As of the end of 2021, 31 states and the District of Columbia had renewable portfolio standards (RPS) or clean energy standards (CES), the U.S. Energy Information Administration (EIA) reports.
Four states – Delaware, Oregon, North Carolina, and Illinois – updated their RPS or CES policies in 2021. In addition, Nebraska approved its first clean energy goal in December 2021, becoming the 20th U.S. state to commit to 100% clean electricity by 2050.
States with legally binding RPS collectively accounted for 67% of total electricity retail sales in the United States in 2020. In addition to the 31 states with binding RPS or CES policies, seven states have nonbinding renewable portfolio goals.
States use terms such as carbon-free, carbon-neutral, renewables or clean energy to define their RPS or CES policies.

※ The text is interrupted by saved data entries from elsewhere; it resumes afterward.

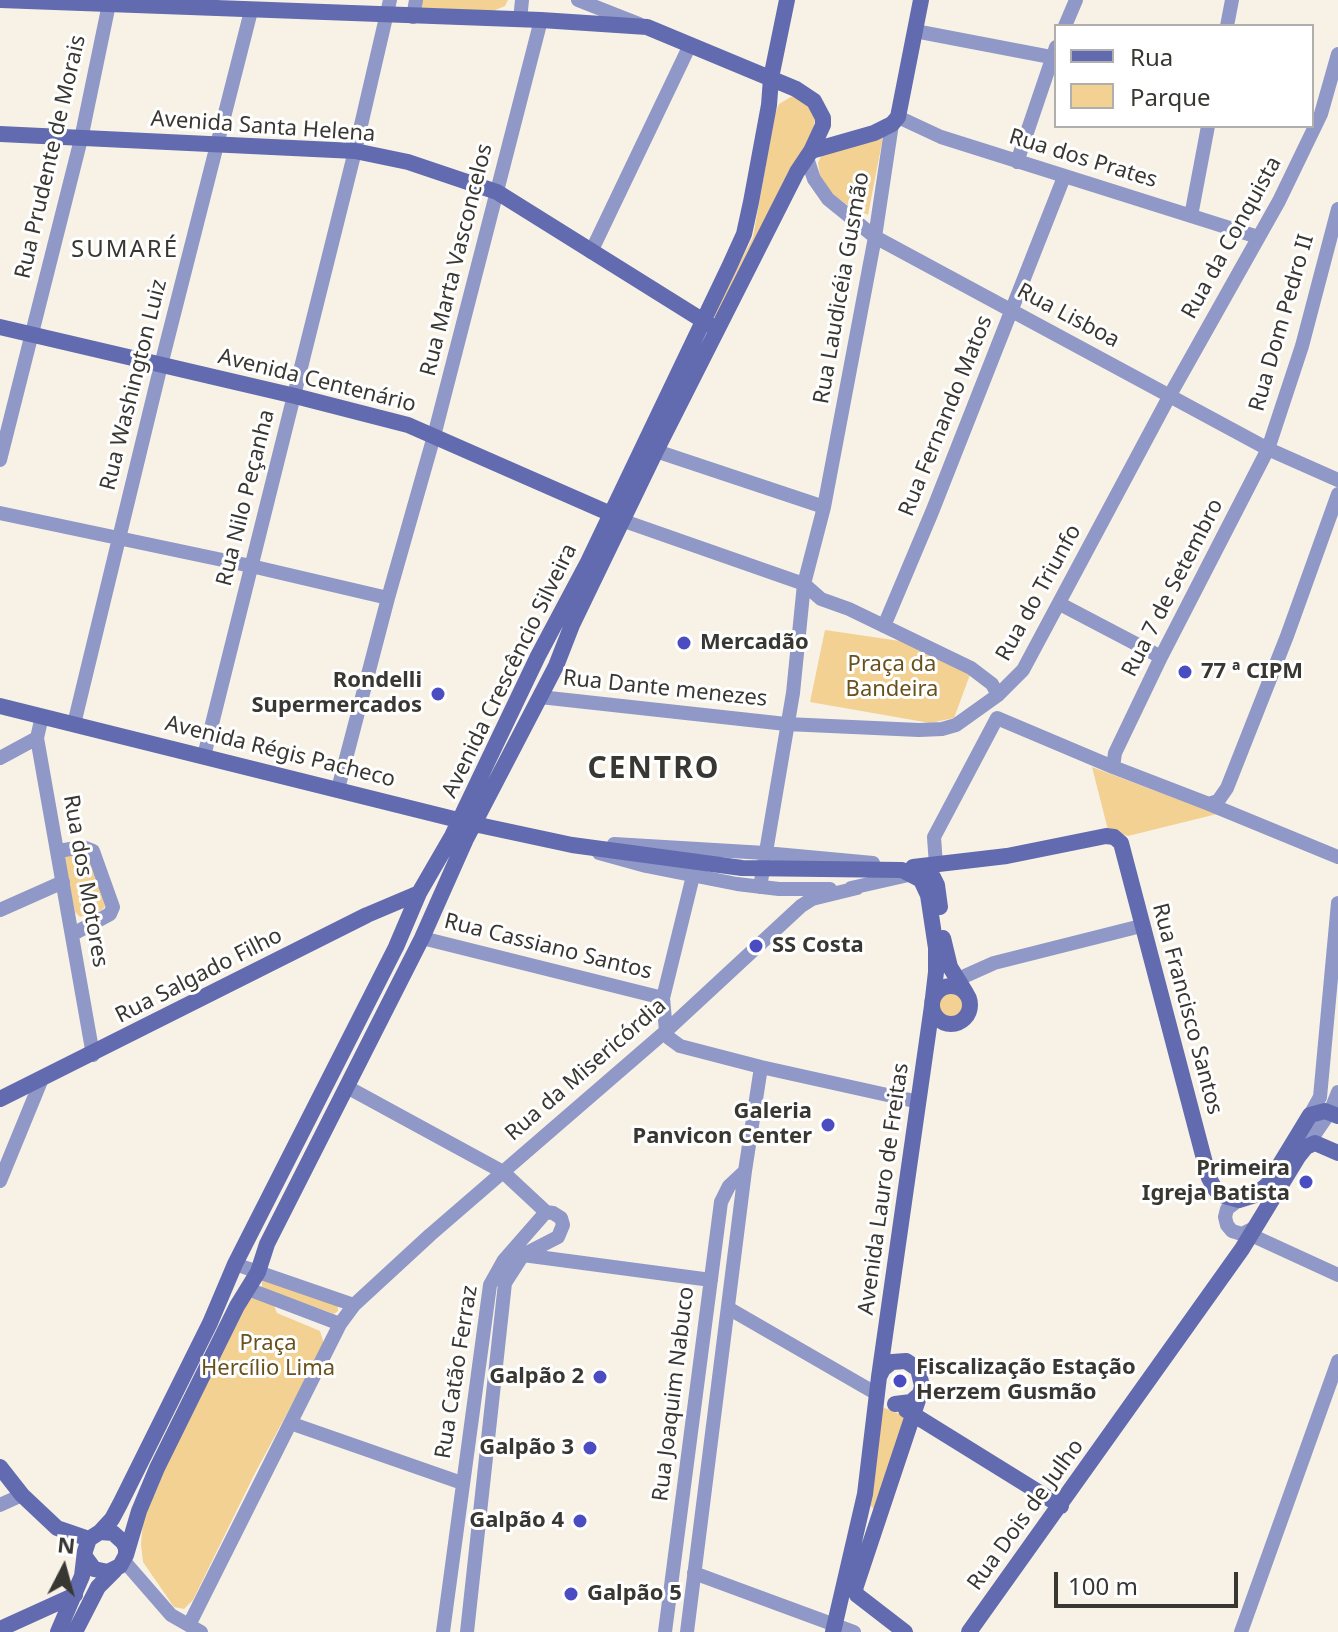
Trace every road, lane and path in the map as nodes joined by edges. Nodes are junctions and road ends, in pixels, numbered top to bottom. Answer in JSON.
{"nodes":[{"id":1,"x":0,"y":0,"type":"edge"},
{"id":2,"x":522,"y":0,"type":"edge"},
{"id":3,"x":578,"y":0,"type":"edge"},
{"id":4,"x":787,"y":0,"type":"edge"},
{"id":5,"x":921,"y":0,"type":"edge"},
{"id":6,"x":1076,"y":0,"type":"edge"},
{"id":7,"x":1232,"y":0,"type":"edge"},
{"id":8,"x":109,"y":4,"type":"junction"},
{"id":9,"x":324,"y":7,"type":"edge"},
{"id":10,"x":388,"y":8,"type":"edge"},
{"id":11,"x":414,"y":9,"type":"edge"},
{"id":12,"x":251,"y":11,"type":"junction"},
{"id":13,"x":520,"y":20,"type":"junction"},
{"id":14,"x":541,"y":20,"type":"junction"},
{"id":15,"x":1066,"y":24,"type":"edge"},
{"id":16,"x":1227,"y":24,"type":"edge"},
{"id":17,"x":647,"y":27,"type":"junction"},
{"id":18,"x":915,"y":31,"type":"junction"},
{"id":19,"x":690,"y":45,"type":"junction"},
{"id":20,"x":1054,"y":54,"type":"edge"},
{"id":21,"x":1338,"y":54,"type":"edge"},
{"id":22,"x":771,"y":78,"type":"junction"},
{"id":23,"x":796,"y":89,"type":"junction"},
{"id":24,"x":769,"y":105,"type":"junction"},
{"id":25,"x":895,"y":121,"type":"junction"},
{"id":26,"x":1208,"y":128,"type":"edge"},
{"id":27,"x":0,"y":134,"type":"edge"},
{"id":28,"x":81,"y":139,"type":"junction"},
{"id":29,"x":218,"y":144,"type":"junction"},
{"id":30,"x":355,"y":151,"type":"junction"},
{"id":31,"x":809,"y":154,"type":"junction"},
{"id":32,"x":1017,"y":162,"type":"junction"},
{"id":33,"x":1064,"y":177,"type":"junction"},
{"id":34,"x":497,"y":192,"type":"junction"},
{"id":35,"x":1338,"y":209,"type":"edge"},
{"id":36,"x":1191,"y":216,"type":"junction"},
{"id":37,"x":875,"y":237,"type":"junction"},
{"id":38,"x":1258,"y":237,"type":"junction"},
{"id":39,"x":591,"y":252,"type":"junction"},
{"id":40,"x":1012,"y":311,"type":"junction"},
{"id":41,"x":702,"y":321,"type":"junction"},
{"id":42,"x":0,"y":327,"type":"edge"},
{"id":43,"x":718,"y":331,"type":"junction"},
{"id":44,"x":31,"y":334,"type":"junction"},
{"id":45,"x":161,"y":365,"type":"junction"},
{"id":46,"x":1170,"y":395,"type":"junction"},
{"id":47,"x":295,"y":396,"type":"junction"},
{"id":48,"x":434,"y":436,"type":"junction"},
{"id":49,"x":1268,"y":449,"type":"junction"},
{"id":50,"x":656,"y":451,"type":"junction"},
{"id":51,"x":0,"y":460,"type":"edge"},
{"id":52,"x":1338,"y":480,"type":"edge"},
{"id":53,"x":1338,"y":494,"type":"edge"},
{"id":54,"x":824,"y":507,"type":"junction"},
{"id":55,"x":0,"y":513,"type":"edge"},
{"id":56,"x":617,"y":518,"type":"junction"},
{"id":57,"x":119,"y":539,"type":"junction"},
{"id":58,"x":251,"y":566,"type":"junction"},
{"id":59,"x":804,"y":584,"type":"junction"},
{"id":60,"x":388,"y":598,"type":"junction"},
{"id":61,"x":1060,"y":604,"type":"junction"},
{"id":62,"x":884,"y":626,"type":"junction"},
{"id":63,"x":538,"y":656,"type":"junction"},
{"id":64,"x":1161,"y":657,"type":"junction"},
{"id":65,"x":556,"y":666,"type":"junction"},
{"id":66,"x":521,"y":691,"type":"junction"},
{"id":67,"x":998,"y":695,"type":"junction"},
{"id":68,"x":540,"y":697,"type":"junction"},
{"id":69,"x":0,"y":706,"type":"edge"},
{"id":70,"x":42,"y":716,"type":"junction"},
{"id":71,"x":74,"y":724,"type":"junction"},
{"id":72,"x":786,"y":724,"type":"junction"},
{"id":73,"x":37,"y":738,"type":"junction"},
{"id":74,"x":204,"y":756,"type":"junction"},
{"id":75,"x":0,"y":758,"type":"edge"},
{"id":76,"x":1113,"y":767,"type":"junction"},
{"id":77,"x":338,"y":789,"type":"junction"},
{"id":78,"x":1209,"y":804,"type":"junction"},
{"id":79,"x":467,"y":822,"type":"junction"},
{"id":80,"x":550,"y":840,"type":"junction"},
{"id":81,"x":58,"y":851,"type":"junction"},
{"id":82,"x":765,"y":853,"type":"junction"},
{"id":83,"x":1338,"y":857,"type":"edge"},
{"id":84,"x":936,"y":865,"type":"junction"},
{"id":85,"x":697,"y":870,"type":"junction"},
{"id":86,"x":916,"y":875,"type":"junction"},
{"id":87,"x":63,"y":882,"type":"junction"},
{"id":88,"x":760,"y":887,"type":"junction"},
{"id":89,"x":857,"y":888,"type":"junction"},
{"id":90,"x":419,"y":893,"type":"junction"},
{"id":91,"x":1338,"y":903,"type":"edge"},
{"id":92,"x":0,"y":910,"type":"edge"},
{"id":93,"x":1141,"y":926,"type":"junction"},
{"id":94,"x":403,"y":931,"type":"junction"},
{"id":95,"x":73,"y":934,"type":"junction"},
{"id":96,"x":422,"y":938,"type":"junction"},
{"id":97,"x":965,"y":976,"type":"dead end"},
{"id":98,"x":966,"y":993,"type":"junction"},
{"id":99,"x":663,"y":998,"type":"junction"},
{"id":100,"x":932,"y":1002,"type":"junction"},
{"id":101,"x":666,"y":1031,"type":"junction"},
{"id":102,"x":93,"y":1055,"type":"junction"},
{"id":103,"x":761,"y":1067,"type":"junction"},
{"id":104,"x":41,"y":1081,"type":"junction"},
{"id":105,"x":347,"y":1087,"type":"junction"},
{"id":106,"x":1338,"y":1092,"type":"edge"},
{"id":107,"x":0,"y":1099,"type":"edge"},
{"id":108,"x":919,"y":1102,"type":"junction"},
{"id":109,"x":1334,"y":1114,"type":"edge"},
{"id":110,"x":1310,"y":1115,"type":"junction"},
{"id":111,"x":1312,"y":1145,"type":"junction"},
{"id":112,"x":1338,"y":1153,"type":"edge"},
{"id":113,"x":745,"y":1171,"type":"junction"},
{"id":114,"x":503,"y":1172,"type":"junction"},
{"id":115,"x":0,"y":1181,"type":"edge"},
{"id":116,"x":1238,"y":1199,"type":"junction"},
{"id":117,"x":546,"y":1212,"type":"junction"},
{"id":118,"x":1255,"y":1228,"type":"junction"},
{"id":119,"x":523,"y":1255,"type":"junction"},
{"id":120,"x":235,"y":1264,"type":"junction"},
{"id":121,"x":258,"y":1272,"type":"junction"},
{"id":122,"x":1338,"y":1275,"type":"edge"},
{"id":123,"x":711,"y":1280,"type":"junction"},
{"id":124,"x":248,"y":1289,"type":"junction"},
{"id":125,"x":354,"y":1305,"type":"junction"},
{"id":126,"x":728,"y":1308,"type":"junction"},
{"id":127,"x":340,"y":1324,"type":"junction"},
{"id":128,"x":1338,"y":1361,"type":"edge"},
{"id":129,"x":879,"y":1382,"type":"junction"},
{"id":130,"x":920,"y":1394,"type":"junction"},
{"id":131,"x":895,"y":1404,"type":"junction"},
{"id":132,"x":913,"y":1414,"type":"junction"},
{"id":133,"x":290,"y":1423,"type":"junction"},
{"id":134,"x":0,"y":1467,"type":"edge"},
{"id":135,"x":462,"y":1483,"type":"junction"},
{"id":136,"x":22,"y":1495,"type":"junction"},
{"id":137,"x":0,"y":1505,"type":"edge"},
{"id":138,"x":1061,"y":1506,"type":"junction"},
{"id":139,"x":95,"y":1536,"type":"junction"},
{"id":140,"x":86,"y":1558,"type":"junction"},
{"id":141,"x":121,"y":1562,"type":"junction"},
{"id":142,"x":694,"y":1573,"type":"junction"},
{"id":143,"x":75,"y":1595,"type":"junction"},
{"id":144,"x":850,"y":1595,"type":"junction"},
{"id":145,"x":834,"y":1628,"type":"edge"},
{"id":146,"x":0,"y":1629,"type":"edge"},
{"id":147,"x":195,"y":1629,"type":"edge"},
{"id":148,"x":58,"y":1632,"type":"edge"},
{"id":149,"x":75,"y":1632,"type":"edge"},
{"id":150,"x":443,"y":1632,"type":"edge"},
{"id":151,"x":467,"y":1632,"type":"edge"},
{"id":152,"x":665,"y":1632,"type":"edge"},
{"id":153,"x":687,"y":1632,"type":"edge"},
{"id":154,"x":854,"y":1632,"type":"edge"},
{"id":155,"x":905,"y":1632,"type":"edge"},
{"id":156,"x":969,"y":1632,"type":"edge"},
{"id":157,"x":1241,"y":1632,"type":"edge"}],
"edges":[{"from":1,"to":8,"type":"street"},
{"from":2,"to":13,"type":"street"},
{"from":3,"to":17,"type":"street"},
{"from":4,"to":22,"type":"street","name":"Avenida Crescêncio Silveira"},
{"from":5,"to":18,"type":"street","name":"Rua Laudicéia Gusmão"},
{"from":6,"to":15,"type":"street"},
{"from":7,"to":16,"type":"street"},
{"from":8,"to":12,"type":"street"},
{"from":8,"to":28,"type":"street","name":"Rua Prudente de Morais"},
{"from":9,"to":10,"type":"street"},
{"from":9,"to":12,"type":"street"},
{"from":10,"to":11,"type":"street"},
{"from":10,"to":30,"type":"street","name":"Rua Nilo Peçanha"},
{"from":11,"to":13,"type":"street"},
{"from":12,"to":29,"type":"street","name":"Rua Washington Luiz"},
{"from":13,"to":14,"type":"street"},
{"from":14,"to":17,"type":"street"},
{"from":14,"to":34,"type":"street","name":"Rua Marta Vasconcelos"},
{"from":17,"to":19,"type":"street"},
{"from":18,"to":20,"type":"street"},
{"from":18,"to":25,"type":"street","name":"Rua Laudicéia Gusmão"},
{"from":19,"to":22,"type":"street"},
{"from":19,"to":39,"type":"street"},
{"from":20,"to":32,"type":"street"},
{"from":21,"to":38,"type":"street","name":"Rua da Conquista"},
{"from":22,"to":23,"type":"street"},
{"from":22,"to":24,"type":"street","name":"Avenida Crescêncio Silveira"},
{"from":23,"to":24,"type":"street"},
{"from":23,"to":31,"type":"street","name":"Avenida Crescêncio Silveira"},
{"from":24,"to":41,"type":"street","name":"Avenida Crescêncio Silveira"},
{"from":25,"to":31,"type":"street"},
{"from":25,"to":32,"type":"street","name":"Rua dos Prates"},
{"from":25,"to":37,"type":"street","name":"Rua Laudicéia Gusmão"},
{"from":26,"to":36,"type":"street"},
{"from":27,"to":28,"type":"street","name":"Avenida Santa Helena"},
{"from":28,"to":29,"type":"street","name":"Avenida Santa Helena"},
{"from":28,"to":44,"type":"street","name":"Rua Prudente de Morais"},
{"from":29,"to":30,"type":"street","name":"Avenida Santa Helena"},
{"from":29,"to":45,"type":"street","name":"Rua Washington Luiz"},
{"from":30,"to":34,"type":"street","name":"Avenida Santa Helena"},
{"from":30,"to":47,"type":"street","name":"Rua Nilo Peçanha"},
{"from":31,"to":37,"type":"street","name":"Rua Lisboa"},
{"from":31,"to":43,"type":"street","name":"Avenida Crescêncio Silveira"},
{"from":32,"to":33,"type":"street","name":"Rua dos Prates"},
{"from":33,"to":36,"type":"street","name":"Rua dos Prates"},
{"from":33,"to":40,"type":"street","name":"Rua Fernando Matos"},
{"from":34,"to":39,"type":"street","name":"Avenida Santa Helena"},
{"from":34,"to":48,"type":"street","name":"Rua Marta Vasconcelos"},
{"from":35,"to":49,"type":"street","name":"Rua Dom Pedro II"},
{"from":36,"to":38,"type":"street","name":"Rua dos Prates"},
{"from":37,"to":40,"type":"street","name":"Rua Lisboa"},
{"from":37,"to":54,"type":"street","name":"Rua Laudicéia Gusmão"},
{"from":38,"to":46,"type":"street","name":"Rua da Conquista"},
{"from":39,"to":41,"type":"street","name":"Avenida Santa Helena"},
{"from":40,"to":46,"type":"street","name":"Rua Lisboa"},
{"from":40,"to":62,"type":"street","name":"Rua Fernando Matos"},
{"from":41,"to":43,"type":"street","name":"Avenida Santa Helena"},
{"from":41,"to":56,"type":"street","name":"Avenida Crescêncio Silveira"},
{"from":42,"to":44,"type":"street","name":"Avenida Centenário"},
{"from":43,"to":50,"type":"street","name":"Avenida Crescêncio Silveira"},
{"from":44,"to":45,"type":"street","name":"Avenida Centenário"},
{"from":44,"to":51,"type":"street","name":"Rua Prudente de Morais"},
{"from":45,"to":47,"type":"street","name":"Avenida Centenário"},
{"from":45,"to":57,"type":"street","name":"Rua Washington Luiz"},
{"from":46,"to":49,"type":"street","name":"Rua Lisboa"},
{"from":46,"to":61,"type":"street","name":"Rua do Triunfo"},
{"from":47,"to":48,"type":"street","name":"Avenida Centenário"},
{"from":47,"to":58,"type":"street","name":"Rua Nilo Peçanha"},
{"from":48,"to":56,"type":"street","name":"Avenida Centenário"},
{"from":48,"to":60,"type":"street","name":"Rua Marta Vasconcelos"},
{"from":49,"to":52,"type":"street","name":"Rua Lisboa"},
{"from":49,"to":64,"type":"street","name":"Rua 7 de Setembro"},
{"from":50,"to":54,"type":"street"},
{"from":50,"to":56,"type":"street","name":"Avenida Crescêncio Silveira"},
{"from":53,"to":78,"type":"street"},
{"from":54,"to":59,"type":"street","name":"Rua Laudicéia Gusmão"},
{"from":55,"to":57,"type":"street"},
{"from":56,"to":59,"type":"street"},
{"from":56,"to":63,"type":"street","name":"Avenida Crescêncio Silveira"},
{"from":56,"to":65,"type":"street","name":"Avenida Crescêncio Silveira"},
{"from":57,"to":58,"type":"street"},
{"from":57,"to":71,"type":"street","name":"Rua Washington Luiz"},
{"from":58,"to":60,"type":"street"},
{"from":58,"to":74,"type":"street","name":"Rua Nilo Peçanha"},
{"from":59,"to":62,"type":"street"},
{"from":59,"to":72,"type":"street","name":"Rua Laudicéia Gusmão"},
{"from":60,"to":77,"type":"street","name":"Rua Marta Vasconcelos"},
{"from":61,"to":64,"type":"street"},
{"from":61,"to":67,"type":"street","name":"Rua do Triunfo"},
{"from":62,"to":67,"type":"street"},
{"from":63,"to":65,"type":"street"},
{"from":63,"to":66,"type":"street","name":"Avenida Crescêncio Silveira"},
{"from":64,"to":76,"type":"street","name":"Rua 7 de Setembro"},
{"from":65,"to":68,"type":"street","name":"Avenida Crescêncio Silveira"},
{"from":66,"to":68,"type":"street"},
{"from":66,"to":79,"type":"street","name":"Avenida Crescêncio Silveira"},
{"from":67,"to":72,"type":"street","name":"Rua do Triunfo"},
{"from":68,"to":72,"type":"street","name":"Rua Dante menezes"},
{"from":68,"to":79,"type":"street","name":"Avenida Crescêncio Silveira"},
{"from":69,"to":70,"type":"street","name":"Avenida Régis Pacheco"},
{"from":70,"to":71,"type":"street","name":"Avenida Régis Pacheco"},
{"from":70,"to":73,"type":"street","name":"Rua dos Motores"},
{"from":71,"to":74,"type":"street","name":"Avenida Régis Pacheco"},
{"from":72,"to":82,"type":"street"},
{"from":73,"to":75,"type":"street"},
{"from":73,"to":81,"type":"street","name":"Rua dos Motores"},
{"from":74,"to":77,"type":"street","name":"Avenida Régis Pacheco"},
{"from":76,"to":78,"type":"street"},
{"from":76,"to":84,"type":"street"},
{"from":77,"to":79,"type":"street","name":"Avenida Régis Pacheco"},
{"from":78,"to":83,"type":"street"},
{"from":79,"to":80,"type":"street","name":"Avenida Régis Pacheco"},
{"from":79,"to":90,"type":"street","name":"Avenida Crescêncio Silveira"},
{"from":79,"to":96,"type":"street","name":"Avenida Crescêncio Silveira"},
{"from":80,"to":82,"type":"street","name":"Avenida Régis Pacheco"},
{"from":80,"to":85,"type":"street","name":"Avenida Régis Pacheco"},
{"from":81,"to":87,"type":"street","name":"Rua dos Motores"},
{"from":81,"to":95,"type":"street"},
{"from":82,"to":86,"type":"street","name":"Avenida Régis Pacheco"},
{"from":82,"to":88,"type":"street"},
{"from":84,"to":86,"type":"street"},
{"from":84,"to":93,"type":"street","name":"Rua Francisco Santos"},
{"from":85,"to":86,"type":"street"},
{"from":85,"to":88,"type":"street","name":"Avenida Régis Pacheco"},
{"from":85,"to":99,"type":"street"},
{"from":86,"to":89,"type":"street"},
{"from":86,"to":98,"type":"street"},
{"from":86,"to":100,"type":"street","name":"Avenida Lauro de Freitas"},
{"from":87,"to":92,"type":"street"},
{"from":87,"to":95,"type":"street","name":"Rua dos Motores"},
{"from":88,"to":89,"type":"street","name":"Avenida Régis Pacheco"},
{"from":89,"to":101,"type":"street","name":"Rua da Misericórdia"},
{"from":90,"to":94,"type":"street","name":"Avenida Crescêncio Silveira"},
{"from":90,"to":102,"type":"street","name":"Rua Salgado Filho"},
{"from":91,"to":110,"type":"street"},
{"from":93,"to":97,"type":"street"},
{"from":93,"to":116,"type":"street","name":"Rua Francisco Santos"},
{"from":94,"to":96,"type":"street"},
{"from":94,"to":120,"type":"street","name":"Avenida Crescêncio Silveira"},
{"from":95,"to":102,"type":"street","name":"Rua dos Motores"},
{"from":96,"to":99,"type":"street","name":"Rua Cassiano Santos"},
{"from":96,"to":105,"type":"street","name":"Avenida Crescêncio Silveira"},
{"from":98,"to":100,"type":"street"},
{"from":98,"to":100,"type":"street"},
{"from":99,"to":101,"type":"street"},
{"from":100,"to":108,"type":"street","name":"Avenida Lauro de Freitas"},
{"from":101,"to":103,"type":"street"},
{"from":101,"to":114,"type":"street","name":"Rua da Misericórdia"},
{"from":102,"to":104,"type":"street","name":"Rua Salgado Filho"},
{"from":103,"to":108,"type":"street"},
{"from":103,"to":113,"type":"street","name":"Rua Joaquim Nabuco"},
{"from":104,"to":107,"type":"street","name":"Rua Salgado Filho"},
{"from":104,"to":115,"type":"street"},
{"from":105,"to":114,"type":"street"},
{"from":105,"to":121,"type":"street","name":"Avenida Crescêncio Silveira"},
{"from":106,"to":109,"type":"street"},
{"from":108,"to":129,"type":"street","name":"Avenida Lauro de Freitas"},
{"from":109,"to":110,"type":"street"},
{"from":109,"to":111,"type":"street"},
{"from":110,"to":116,"type":"street"},
{"from":111,"to":112,"type":"street"},
{"from":111,"to":118,"type":"street","name":"Rua Dois de Julho"},
{"from":113,"to":123,"type":"street","name":"Rua Joaquim Nabuco"},
{"from":113,"to":126,"type":"street","name":"Rua Joaquim Nabuco"},
{"from":114,"to":117,"type":"street"},
{"from":114,"to":125,"type":"street","name":"Rua da Misericórdia"},
{"from":116,"to":118,"type":"street"},
{"from":116,"to":118,"type":"street"},
{"from":117,"to":119,"type":"street"},
{"from":117,"to":135,"type":"street","name":"Rua Catão Ferraz"},
{"from":118,"to":122,"type":"street"},
{"from":118,"to":138,"type":"street","name":"Rua Dois de Julho"},
{"from":119,"to":123,"type":"street"},
{"from":119,"to":151,"type":"street","name":"Rua Catão Ferraz"},
{"from":120,"to":121,"type":"street"},
{"from":120,"to":139,"type":"street"},
{"from":121,"to":124,"type":"street"},
{"from":121,"to":125,"type":"street"},
{"from":123,"to":152,"type":"street","name":"Rua Joaquim Nabuco"},
{"from":124,"to":127,"type":"street"},
{"from":124,"to":141,"type":"street"},
{"from":125,"to":127,"type":"street"},
{"from":126,"to":129,"type":"street"},
{"from":126,"to":142,"type":"street","name":"Rua Joaquim Nabuco"},
{"from":127,"to":133,"type":"street"},
{"from":128,"to":157,"type":"street"},
{"from":129,"to":130,"type":"street"},
{"from":129,"to":131,"type":"street"},
{"from":129,"to":144,"type":"street","name":"Avenida Lauro de Freitas"},
{"from":130,"to":131,"type":"street"},
{"from":130,"to":132,"type":"street","name":"Avenida Lauro de Freitas"},
{"from":131,"to":132,"type":"street"},
{"from":132,"to":138,"type":"street"},
{"from":132,"to":144,"type":"street","name":"Avenida Lauro de Freitas"},
{"from":133,"to":135,"type":"street"},
{"from":133,"to":147,"type":"street"},
{"from":134,"to":136,"type":"street"},
{"from":135,"to":150,"type":"street","name":"Rua Catão Ferraz"},
{"from":136,"to":137,"type":"street"},
{"from":136,"to":139,"type":"street"},
{"from":138,"to":156,"type":"street","name":"Rua Dois de Julho"},
{"from":139,"to":140,"type":"street"},
{"from":139,"to":141,"type":"street"},
{"from":140,"to":141,"type":"street"},
{"from":140,"to":143,"type":"street"},
{"from":141,"to":147,"type":"street"},
{"from":141,"to":149,"type":"street"},
{"from":142,"to":145,"type":"street"},
{"from":142,"to":153,"type":"street","name":"Rua Joaquim Nabuco"},
{"from":143,"to":146,"type":"street"},
{"from":143,"to":148,"type":"street"},
{"from":144,"to":145,"type":"street","name":"Avenida Lauro de Freitas"},
{"from":144,"to":155,"type":"street"},
{"from":145,"to":154,"type":"street"}]}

However, the definitions of these terms sometimes vary by state, which allows technologies that might not generally be considered renewable, such as nuclear energy or natural gas fitted with carbon-capture sequestration technology, to count toward the state’s policy target.
Delaware increased its overall RPS target in February 2021 to a 40% renewable generation share of electricity sales by 2035, up from the previous target of 28% by 2030.
In July 2021, the Oregon legislature increased the state CES to a 100% clean energy share of sales by 2040. Retail electricity providers must reduce CO2 emissions from 2005 levels by 80% by 2030 and by 90% by 2035, before reaching the carbon-free target of 100% in 2040.
In September 2021, Illinois increased its overall RPS target to 50% of electricity sales from renewables by 2040, replacing the earlier target of 25% by 2026.
In October 2021, North Carolina increased its CES target to 100% of electricity sales from carbon-neutral generation by 2050, an increase from the previous target of 12.5% of sales from renewable generation by 2021. The legislation includes an interim target of a 70% reduction in CO2 emissions from 2005 levels from electricity-generating facilities owned or operated by public electric utilities in the state by 2030.
In December 2021, Nebraska Public Power District, which oversees electricity generation in the state, approved a goal to achieve 100% carbon-free generation in 2050. Nebraska generated 41% of its total annual electricity from carbon-free sources in 2020, which it considers the starting point for the new 100% clean energy standard policy.